- [ENTRIES SHOWN]
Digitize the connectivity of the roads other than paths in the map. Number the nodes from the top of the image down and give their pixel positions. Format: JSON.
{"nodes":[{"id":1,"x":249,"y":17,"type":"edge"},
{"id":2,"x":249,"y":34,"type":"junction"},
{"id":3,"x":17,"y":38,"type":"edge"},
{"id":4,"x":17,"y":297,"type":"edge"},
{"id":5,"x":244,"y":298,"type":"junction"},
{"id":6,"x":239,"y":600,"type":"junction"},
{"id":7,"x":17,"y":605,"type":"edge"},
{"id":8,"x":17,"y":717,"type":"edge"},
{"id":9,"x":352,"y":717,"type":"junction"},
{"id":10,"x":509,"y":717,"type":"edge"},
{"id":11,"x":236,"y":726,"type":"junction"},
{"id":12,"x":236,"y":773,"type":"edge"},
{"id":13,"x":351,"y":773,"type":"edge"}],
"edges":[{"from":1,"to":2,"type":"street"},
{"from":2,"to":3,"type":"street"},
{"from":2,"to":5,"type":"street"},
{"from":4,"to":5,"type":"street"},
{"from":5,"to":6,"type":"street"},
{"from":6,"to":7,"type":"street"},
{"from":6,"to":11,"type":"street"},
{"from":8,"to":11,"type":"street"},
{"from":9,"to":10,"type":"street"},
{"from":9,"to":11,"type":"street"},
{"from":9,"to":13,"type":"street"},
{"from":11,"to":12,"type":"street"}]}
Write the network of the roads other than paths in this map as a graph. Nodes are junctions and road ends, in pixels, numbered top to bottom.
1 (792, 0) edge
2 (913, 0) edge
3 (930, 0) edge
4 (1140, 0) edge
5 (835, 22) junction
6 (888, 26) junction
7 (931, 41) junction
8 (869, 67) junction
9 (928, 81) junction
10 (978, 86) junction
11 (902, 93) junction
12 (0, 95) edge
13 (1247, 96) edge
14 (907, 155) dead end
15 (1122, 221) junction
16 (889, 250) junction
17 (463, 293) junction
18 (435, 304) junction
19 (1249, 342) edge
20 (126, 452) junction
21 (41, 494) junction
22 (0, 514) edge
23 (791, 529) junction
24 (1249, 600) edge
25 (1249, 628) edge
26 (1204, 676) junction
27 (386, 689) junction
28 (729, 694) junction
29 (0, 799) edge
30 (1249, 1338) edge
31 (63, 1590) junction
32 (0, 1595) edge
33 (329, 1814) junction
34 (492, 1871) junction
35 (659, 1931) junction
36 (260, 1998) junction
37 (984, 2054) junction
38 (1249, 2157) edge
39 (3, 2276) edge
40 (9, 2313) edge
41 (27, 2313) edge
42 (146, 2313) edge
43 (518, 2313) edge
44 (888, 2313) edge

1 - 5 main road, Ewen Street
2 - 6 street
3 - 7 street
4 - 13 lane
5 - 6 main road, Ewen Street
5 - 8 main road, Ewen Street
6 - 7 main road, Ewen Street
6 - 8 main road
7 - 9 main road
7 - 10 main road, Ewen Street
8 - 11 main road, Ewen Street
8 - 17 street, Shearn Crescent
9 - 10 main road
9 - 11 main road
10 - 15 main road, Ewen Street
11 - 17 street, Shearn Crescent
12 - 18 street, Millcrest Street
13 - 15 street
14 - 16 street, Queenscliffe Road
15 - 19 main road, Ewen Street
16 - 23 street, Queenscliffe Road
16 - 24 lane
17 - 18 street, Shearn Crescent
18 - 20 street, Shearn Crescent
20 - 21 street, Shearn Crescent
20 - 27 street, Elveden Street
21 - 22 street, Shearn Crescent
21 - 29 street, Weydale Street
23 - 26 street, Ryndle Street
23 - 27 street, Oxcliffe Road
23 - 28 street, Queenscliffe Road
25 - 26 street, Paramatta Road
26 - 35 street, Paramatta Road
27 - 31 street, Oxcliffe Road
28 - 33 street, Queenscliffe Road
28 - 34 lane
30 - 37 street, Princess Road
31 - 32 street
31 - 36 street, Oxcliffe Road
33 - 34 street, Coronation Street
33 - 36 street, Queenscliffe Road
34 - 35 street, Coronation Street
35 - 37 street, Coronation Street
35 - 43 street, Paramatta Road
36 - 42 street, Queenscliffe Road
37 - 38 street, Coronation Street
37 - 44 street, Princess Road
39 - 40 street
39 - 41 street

- [EXERCISE DETAILS] All of the entries above need to be set down again exactly.

- [THE ANSWER]
Digitize the connectivity of the roads other than paths in the map. Number the nodes from the top of the image down and give their pixel positions. Format: JSON.
{"nodes":[{"id":1,"x":249,"y":17,"type":"edge"},
{"id":2,"x":249,"y":34,"type":"junction"},
{"id":3,"x":17,"y":38,"type":"edge"},
{"id":4,"x":17,"y":297,"type":"edge"},
{"id":5,"x":244,"y":298,"type":"junction"},
{"id":6,"x":239,"y":600,"type":"junction"},
{"id":7,"x":17,"y":605,"type":"edge"},
{"id":8,"x":17,"y":717,"type":"edge"},
{"id":9,"x":352,"y":717,"type":"junction"},
{"id":10,"x":509,"y":717,"type":"edge"},
{"id":11,"x":236,"y":726,"type":"junction"},
{"id":12,"x":236,"y":773,"type":"edge"},
{"id":13,"x":351,"y":773,"type":"edge"}],
"edges":[{"from":1,"to":2,"type":"street"},
{"from":2,"to":3,"type":"street"},
{"from":2,"to":5,"type":"street"},
{"from":4,"to":5,"type":"street"},
{"from":5,"to":6,"type":"street"},
{"from":6,"to":7,"type":"street"},
{"from":6,"to":11,"type":"street"},
{"from":8,"to":11,"type":"street"},
{"from":9,"to":10,"type":"street"},
{"from":9,"to":11,"type":"street"},
{"from":9,"to":13,"type":"street"},
{"from":11,"to":12,"type":"street"}]}
Write the network of the roads other than paths in this map as a graph. Nodes are junctions and road ends, in pixels, numbered top to bottom.
1 (792, 0) edge
2 (913, 0) edge
3 (930, 0) edge
4 (1140, 0) edge
5 (835, 22) junction
6 (888, 26) junction
7 (931, 41) junction
8 (869, 67) junction
9 (928, 81) junction
10 (978, 86) junction
11 (902, 93) junction
12 (0, 95) edge
13 (1247, 96) edge
14 (907, 155) dead end
15 (1122, 221) junction
16 (889, 250) junction
17 (463, 293) junction
18 (435, 304) junction
19 (1249, 342) edge
20 (126, 452) junction
21 (41, 494) junction
22 (0, 514) edge
23 (791, 529) junction
24 (1249, 600) edge
25 (1249, 628) edge
26 (1204, 676) junction
27 (386, 689) junction
28 (729, 694) junction
29 (0, 799) edge
30 (1249, 1338) edge
31 (63, 1590) junction
32 (0, 1595) edge
33 (329, 1814) junction
34 (492, 1871) junction
35 (659, 1931) junction
36 (260, 1998) junction
37 (984, 2054) junction
38 (1249, 2157) edge
39 (3, 2276) edge
40 (9, 2313) edge
41 (27, 2313) edge
42 (146, 2313) edge
43 (518, 2313) edge
44 (888, 2313) edge

1 - 5 main road, Ewen Street
2 - 6 street
3 - 7 street
4 - 13 lane
5 - 6 main road, Ewen Street
5 - 8 main road, Ewen Street
6 - 7 main road, Ewen Street
6 - 8 main road
7 - 9 main road
7 - 10 main road, Ewen Street
8 - 11 main road, Ewen Street
8 - 17 street, Shearn Crescent
9 - 10 main road
9 - 11 main road
10 - 15 main road, Ewen Street
11 - 17 street, Shearn Crescent
12 - 18 street, Millcrest Street
13 - 15 street
14 - 16 street, Queenscliffe Road
15 - 19 main road, Ewen Street
16 - 23 street, Queenscliffe Road
16 - 24 lane
17 - 18 street, Shearn Crescent
18 - 20 street, Shearn Crescent
20 - 21 street, Shearn Crescent
20 - 27 street, Elveden Street
21 - 22 street, Shearn Crescent
21 - 29 street, Weydale Street
23 - 26 street, Ryndle Street
23 - 27 street, Oxcliffe Road
23 - 28 street, Queenscliffe Road
25 - 26 street, Paramatta Road
26 - 35 street, Paramatta Road
27 - 31 street, Oxcliffe Road
28 - 33 street, Queenscliffe Road
28 - 34 lane
30 - 37 street, Princess Road
31 - 32 street
31 - 36 street, Oxcliffe Road
33 - 34 street, Coronation Street
33 - 36 street, Queenscliffe Road
34 - 35 street, Coronation Street
35 - 37 street, Coronation Street
35 - 43 street, Paramatta Road
36 - 42 street, Queenscliffe Road
37 - 38 street, Coronation Street
37 - 44 street, Princess Road
39 - 40 street
39 - 41 street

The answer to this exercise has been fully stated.